Exercise prompt => Copy every line from the data below in which the string "number" can be found.

------------------------------------------------

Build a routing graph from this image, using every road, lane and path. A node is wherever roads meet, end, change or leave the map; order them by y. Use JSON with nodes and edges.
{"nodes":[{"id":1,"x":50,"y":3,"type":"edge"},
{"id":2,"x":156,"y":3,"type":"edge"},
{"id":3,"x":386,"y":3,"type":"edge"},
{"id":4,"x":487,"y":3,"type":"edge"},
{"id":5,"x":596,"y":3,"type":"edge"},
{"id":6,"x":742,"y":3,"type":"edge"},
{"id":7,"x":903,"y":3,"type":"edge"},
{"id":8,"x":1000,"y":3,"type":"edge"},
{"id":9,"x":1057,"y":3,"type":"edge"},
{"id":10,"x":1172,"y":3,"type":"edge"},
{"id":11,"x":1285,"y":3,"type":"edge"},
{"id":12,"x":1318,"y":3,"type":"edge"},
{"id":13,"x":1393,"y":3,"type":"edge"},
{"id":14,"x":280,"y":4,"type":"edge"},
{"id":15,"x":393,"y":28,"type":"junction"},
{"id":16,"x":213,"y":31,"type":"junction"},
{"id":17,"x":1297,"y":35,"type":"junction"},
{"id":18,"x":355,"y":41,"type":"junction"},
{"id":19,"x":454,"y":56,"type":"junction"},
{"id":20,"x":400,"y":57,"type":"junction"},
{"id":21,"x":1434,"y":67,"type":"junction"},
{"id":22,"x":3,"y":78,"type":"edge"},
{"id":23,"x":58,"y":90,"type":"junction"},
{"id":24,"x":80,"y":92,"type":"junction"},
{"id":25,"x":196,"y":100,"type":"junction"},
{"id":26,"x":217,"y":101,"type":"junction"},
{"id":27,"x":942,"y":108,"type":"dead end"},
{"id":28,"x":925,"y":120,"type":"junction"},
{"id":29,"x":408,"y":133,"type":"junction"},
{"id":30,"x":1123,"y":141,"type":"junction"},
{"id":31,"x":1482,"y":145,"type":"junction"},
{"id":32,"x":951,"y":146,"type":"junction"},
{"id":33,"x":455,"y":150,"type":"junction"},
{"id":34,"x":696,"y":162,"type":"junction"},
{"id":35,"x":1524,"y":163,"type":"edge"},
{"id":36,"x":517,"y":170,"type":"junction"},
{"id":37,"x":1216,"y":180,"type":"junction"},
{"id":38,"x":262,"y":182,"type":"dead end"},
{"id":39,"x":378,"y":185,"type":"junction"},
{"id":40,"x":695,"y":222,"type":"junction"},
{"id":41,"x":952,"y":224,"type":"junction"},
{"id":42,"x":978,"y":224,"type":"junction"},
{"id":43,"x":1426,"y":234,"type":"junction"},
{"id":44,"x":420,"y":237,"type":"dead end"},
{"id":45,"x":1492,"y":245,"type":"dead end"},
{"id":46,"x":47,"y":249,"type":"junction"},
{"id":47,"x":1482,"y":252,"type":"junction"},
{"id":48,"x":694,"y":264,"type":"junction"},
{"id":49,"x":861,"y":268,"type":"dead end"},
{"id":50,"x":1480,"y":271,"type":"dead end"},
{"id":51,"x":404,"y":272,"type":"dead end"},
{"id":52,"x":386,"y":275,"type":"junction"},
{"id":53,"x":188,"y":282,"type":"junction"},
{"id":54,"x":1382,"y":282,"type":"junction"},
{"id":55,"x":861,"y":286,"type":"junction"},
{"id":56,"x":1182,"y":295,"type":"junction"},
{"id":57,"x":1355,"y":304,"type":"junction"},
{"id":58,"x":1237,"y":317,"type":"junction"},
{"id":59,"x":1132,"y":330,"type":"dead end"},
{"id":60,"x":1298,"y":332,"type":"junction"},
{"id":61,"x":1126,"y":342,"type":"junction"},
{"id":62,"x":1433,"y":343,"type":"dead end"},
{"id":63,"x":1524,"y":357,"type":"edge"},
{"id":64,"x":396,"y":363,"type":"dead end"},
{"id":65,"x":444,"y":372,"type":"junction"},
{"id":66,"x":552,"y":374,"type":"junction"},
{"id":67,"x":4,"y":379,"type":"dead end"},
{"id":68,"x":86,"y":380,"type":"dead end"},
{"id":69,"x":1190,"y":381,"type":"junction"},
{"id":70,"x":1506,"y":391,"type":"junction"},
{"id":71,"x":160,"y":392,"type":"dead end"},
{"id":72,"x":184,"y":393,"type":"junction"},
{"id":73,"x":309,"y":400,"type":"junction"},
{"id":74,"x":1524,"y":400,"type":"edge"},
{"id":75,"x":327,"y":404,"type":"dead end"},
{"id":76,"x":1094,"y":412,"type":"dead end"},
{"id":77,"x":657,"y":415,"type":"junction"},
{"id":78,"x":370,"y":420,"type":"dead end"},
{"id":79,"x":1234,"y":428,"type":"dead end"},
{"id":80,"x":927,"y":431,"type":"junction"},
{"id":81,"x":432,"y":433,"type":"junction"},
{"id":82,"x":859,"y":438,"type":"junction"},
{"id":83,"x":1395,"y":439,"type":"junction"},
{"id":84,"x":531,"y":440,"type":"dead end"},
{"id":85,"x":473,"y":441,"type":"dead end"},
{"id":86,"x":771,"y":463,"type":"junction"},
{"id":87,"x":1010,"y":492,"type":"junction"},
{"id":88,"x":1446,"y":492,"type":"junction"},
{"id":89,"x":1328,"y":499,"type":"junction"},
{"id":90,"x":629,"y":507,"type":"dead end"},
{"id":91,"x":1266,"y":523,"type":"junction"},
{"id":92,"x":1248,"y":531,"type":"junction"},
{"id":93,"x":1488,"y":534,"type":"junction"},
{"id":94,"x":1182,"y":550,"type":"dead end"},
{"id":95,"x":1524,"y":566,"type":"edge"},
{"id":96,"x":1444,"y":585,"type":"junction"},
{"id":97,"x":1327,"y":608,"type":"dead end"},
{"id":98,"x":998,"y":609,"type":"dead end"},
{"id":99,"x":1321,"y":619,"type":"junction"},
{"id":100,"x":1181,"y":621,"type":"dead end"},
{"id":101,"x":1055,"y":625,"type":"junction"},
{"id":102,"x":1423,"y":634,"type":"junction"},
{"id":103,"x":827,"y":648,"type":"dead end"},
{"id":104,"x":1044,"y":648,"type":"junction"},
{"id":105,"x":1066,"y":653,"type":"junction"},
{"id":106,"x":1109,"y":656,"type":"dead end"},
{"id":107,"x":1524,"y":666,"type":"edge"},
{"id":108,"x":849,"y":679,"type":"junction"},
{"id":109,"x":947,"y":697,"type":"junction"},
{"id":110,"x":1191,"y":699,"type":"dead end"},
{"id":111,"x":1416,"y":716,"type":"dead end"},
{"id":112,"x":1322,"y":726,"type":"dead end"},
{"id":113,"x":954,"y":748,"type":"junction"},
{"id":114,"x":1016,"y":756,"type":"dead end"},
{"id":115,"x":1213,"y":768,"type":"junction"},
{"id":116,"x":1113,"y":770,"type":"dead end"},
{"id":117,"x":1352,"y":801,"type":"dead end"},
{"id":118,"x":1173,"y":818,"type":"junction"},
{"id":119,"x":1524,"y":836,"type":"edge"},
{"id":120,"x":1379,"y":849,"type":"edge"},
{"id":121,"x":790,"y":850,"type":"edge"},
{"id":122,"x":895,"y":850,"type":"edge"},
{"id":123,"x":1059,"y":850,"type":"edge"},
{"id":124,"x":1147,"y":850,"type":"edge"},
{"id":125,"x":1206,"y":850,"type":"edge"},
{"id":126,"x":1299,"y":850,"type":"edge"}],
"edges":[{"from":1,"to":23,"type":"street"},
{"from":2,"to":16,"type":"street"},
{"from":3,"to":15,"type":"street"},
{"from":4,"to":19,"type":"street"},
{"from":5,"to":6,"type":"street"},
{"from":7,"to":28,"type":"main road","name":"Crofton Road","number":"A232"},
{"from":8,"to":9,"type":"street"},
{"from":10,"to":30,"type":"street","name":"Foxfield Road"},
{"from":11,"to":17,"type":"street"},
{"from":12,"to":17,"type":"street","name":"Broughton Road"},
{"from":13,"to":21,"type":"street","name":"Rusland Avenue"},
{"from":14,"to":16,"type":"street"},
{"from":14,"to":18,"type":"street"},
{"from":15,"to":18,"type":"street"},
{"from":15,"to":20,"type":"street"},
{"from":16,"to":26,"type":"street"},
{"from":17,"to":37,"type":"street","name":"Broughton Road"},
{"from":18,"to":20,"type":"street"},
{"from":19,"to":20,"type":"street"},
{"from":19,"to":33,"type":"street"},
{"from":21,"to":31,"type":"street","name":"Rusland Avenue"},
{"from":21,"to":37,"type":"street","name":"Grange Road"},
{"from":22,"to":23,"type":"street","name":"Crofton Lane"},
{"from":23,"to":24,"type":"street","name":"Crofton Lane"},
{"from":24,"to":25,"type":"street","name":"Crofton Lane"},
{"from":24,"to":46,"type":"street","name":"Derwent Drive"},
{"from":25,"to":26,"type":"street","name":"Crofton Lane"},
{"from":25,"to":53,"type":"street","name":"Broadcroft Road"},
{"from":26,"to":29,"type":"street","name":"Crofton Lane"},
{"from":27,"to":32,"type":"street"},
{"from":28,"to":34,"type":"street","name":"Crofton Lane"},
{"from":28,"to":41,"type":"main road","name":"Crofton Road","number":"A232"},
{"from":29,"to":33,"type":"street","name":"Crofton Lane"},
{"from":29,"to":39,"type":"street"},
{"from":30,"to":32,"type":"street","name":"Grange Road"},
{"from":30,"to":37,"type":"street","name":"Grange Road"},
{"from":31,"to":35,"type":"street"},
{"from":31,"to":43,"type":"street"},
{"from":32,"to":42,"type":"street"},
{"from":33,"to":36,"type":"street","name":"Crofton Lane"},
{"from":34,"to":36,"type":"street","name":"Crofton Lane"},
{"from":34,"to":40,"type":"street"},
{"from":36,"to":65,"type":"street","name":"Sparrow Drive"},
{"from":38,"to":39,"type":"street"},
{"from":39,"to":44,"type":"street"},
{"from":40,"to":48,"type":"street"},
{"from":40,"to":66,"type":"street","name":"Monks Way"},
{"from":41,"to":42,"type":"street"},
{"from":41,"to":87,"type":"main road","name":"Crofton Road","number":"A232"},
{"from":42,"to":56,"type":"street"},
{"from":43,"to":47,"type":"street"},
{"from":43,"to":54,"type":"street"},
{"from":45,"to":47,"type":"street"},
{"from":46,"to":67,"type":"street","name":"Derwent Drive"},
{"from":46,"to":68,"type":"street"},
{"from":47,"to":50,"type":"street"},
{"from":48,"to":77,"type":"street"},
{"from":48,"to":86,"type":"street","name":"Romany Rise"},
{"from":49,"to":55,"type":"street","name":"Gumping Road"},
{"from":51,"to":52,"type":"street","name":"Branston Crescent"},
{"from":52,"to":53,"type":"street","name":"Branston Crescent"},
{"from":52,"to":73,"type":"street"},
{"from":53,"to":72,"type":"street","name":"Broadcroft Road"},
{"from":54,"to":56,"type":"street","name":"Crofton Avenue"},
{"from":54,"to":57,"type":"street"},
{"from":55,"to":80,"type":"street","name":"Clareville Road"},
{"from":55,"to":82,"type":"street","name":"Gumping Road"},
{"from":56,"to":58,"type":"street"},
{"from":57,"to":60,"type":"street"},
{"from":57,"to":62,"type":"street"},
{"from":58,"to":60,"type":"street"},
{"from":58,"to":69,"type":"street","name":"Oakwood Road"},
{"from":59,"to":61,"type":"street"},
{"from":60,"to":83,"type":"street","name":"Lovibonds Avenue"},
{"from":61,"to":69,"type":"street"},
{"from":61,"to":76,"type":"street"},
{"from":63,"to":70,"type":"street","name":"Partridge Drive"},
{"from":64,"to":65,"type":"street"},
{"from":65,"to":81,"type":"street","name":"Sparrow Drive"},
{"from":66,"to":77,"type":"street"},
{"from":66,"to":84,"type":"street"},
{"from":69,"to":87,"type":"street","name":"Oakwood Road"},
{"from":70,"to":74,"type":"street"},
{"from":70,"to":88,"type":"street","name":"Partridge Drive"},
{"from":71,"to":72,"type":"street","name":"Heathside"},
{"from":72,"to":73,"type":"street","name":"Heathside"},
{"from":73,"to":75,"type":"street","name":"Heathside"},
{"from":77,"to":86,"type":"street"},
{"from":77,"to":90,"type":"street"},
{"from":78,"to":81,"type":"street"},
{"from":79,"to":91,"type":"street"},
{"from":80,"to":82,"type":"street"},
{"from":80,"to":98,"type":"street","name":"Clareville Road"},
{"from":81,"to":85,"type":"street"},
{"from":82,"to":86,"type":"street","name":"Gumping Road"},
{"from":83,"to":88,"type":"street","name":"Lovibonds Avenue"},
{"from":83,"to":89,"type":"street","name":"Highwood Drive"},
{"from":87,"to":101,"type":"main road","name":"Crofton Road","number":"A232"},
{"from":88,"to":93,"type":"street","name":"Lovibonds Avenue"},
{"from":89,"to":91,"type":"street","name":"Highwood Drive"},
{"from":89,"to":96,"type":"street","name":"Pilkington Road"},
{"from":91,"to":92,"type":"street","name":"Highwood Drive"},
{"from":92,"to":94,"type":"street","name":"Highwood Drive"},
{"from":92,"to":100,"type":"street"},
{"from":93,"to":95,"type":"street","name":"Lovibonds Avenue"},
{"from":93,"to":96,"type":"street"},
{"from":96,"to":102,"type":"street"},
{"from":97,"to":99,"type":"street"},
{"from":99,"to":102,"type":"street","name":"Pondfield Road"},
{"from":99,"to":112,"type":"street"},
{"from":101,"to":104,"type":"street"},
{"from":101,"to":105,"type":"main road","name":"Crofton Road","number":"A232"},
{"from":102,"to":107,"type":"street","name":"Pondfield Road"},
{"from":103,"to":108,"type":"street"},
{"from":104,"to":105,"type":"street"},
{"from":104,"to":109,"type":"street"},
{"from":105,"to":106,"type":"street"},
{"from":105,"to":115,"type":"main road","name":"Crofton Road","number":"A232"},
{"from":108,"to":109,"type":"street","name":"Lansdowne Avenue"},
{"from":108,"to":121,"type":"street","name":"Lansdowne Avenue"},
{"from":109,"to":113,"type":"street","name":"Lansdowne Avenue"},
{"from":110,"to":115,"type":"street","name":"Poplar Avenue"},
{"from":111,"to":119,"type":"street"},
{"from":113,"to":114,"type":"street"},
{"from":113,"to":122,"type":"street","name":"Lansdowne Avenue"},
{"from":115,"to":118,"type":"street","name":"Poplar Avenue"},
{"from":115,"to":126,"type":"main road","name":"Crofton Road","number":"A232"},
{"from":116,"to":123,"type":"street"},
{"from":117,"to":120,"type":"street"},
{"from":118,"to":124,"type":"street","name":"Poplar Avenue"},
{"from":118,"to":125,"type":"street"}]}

------------------------------------------------

Your solution =>
{"from":7,"to":28,"type":"main road","name":"Crofton Road","number":"A232"},
{"from":28,"to":41,"type":"main road","name":"Crofton Road","number":"A232"},
{"from":41,"to":87,"type":"main road","name":"Crofton Road","number":"A232"},
{"from":87,"to":101,"type":"main road","name":"Crofton Road","number":"A232"},
{"from":101,"to":105,"type":"main road","name":"Crofton Road","number":"A232"},
{"from":105,"to":115,"type":"main road","name":"Crofton Road","number":"A232"},
{"from":115,"to":126,"type":"main road","name":"Crofton Road","number":"A232"},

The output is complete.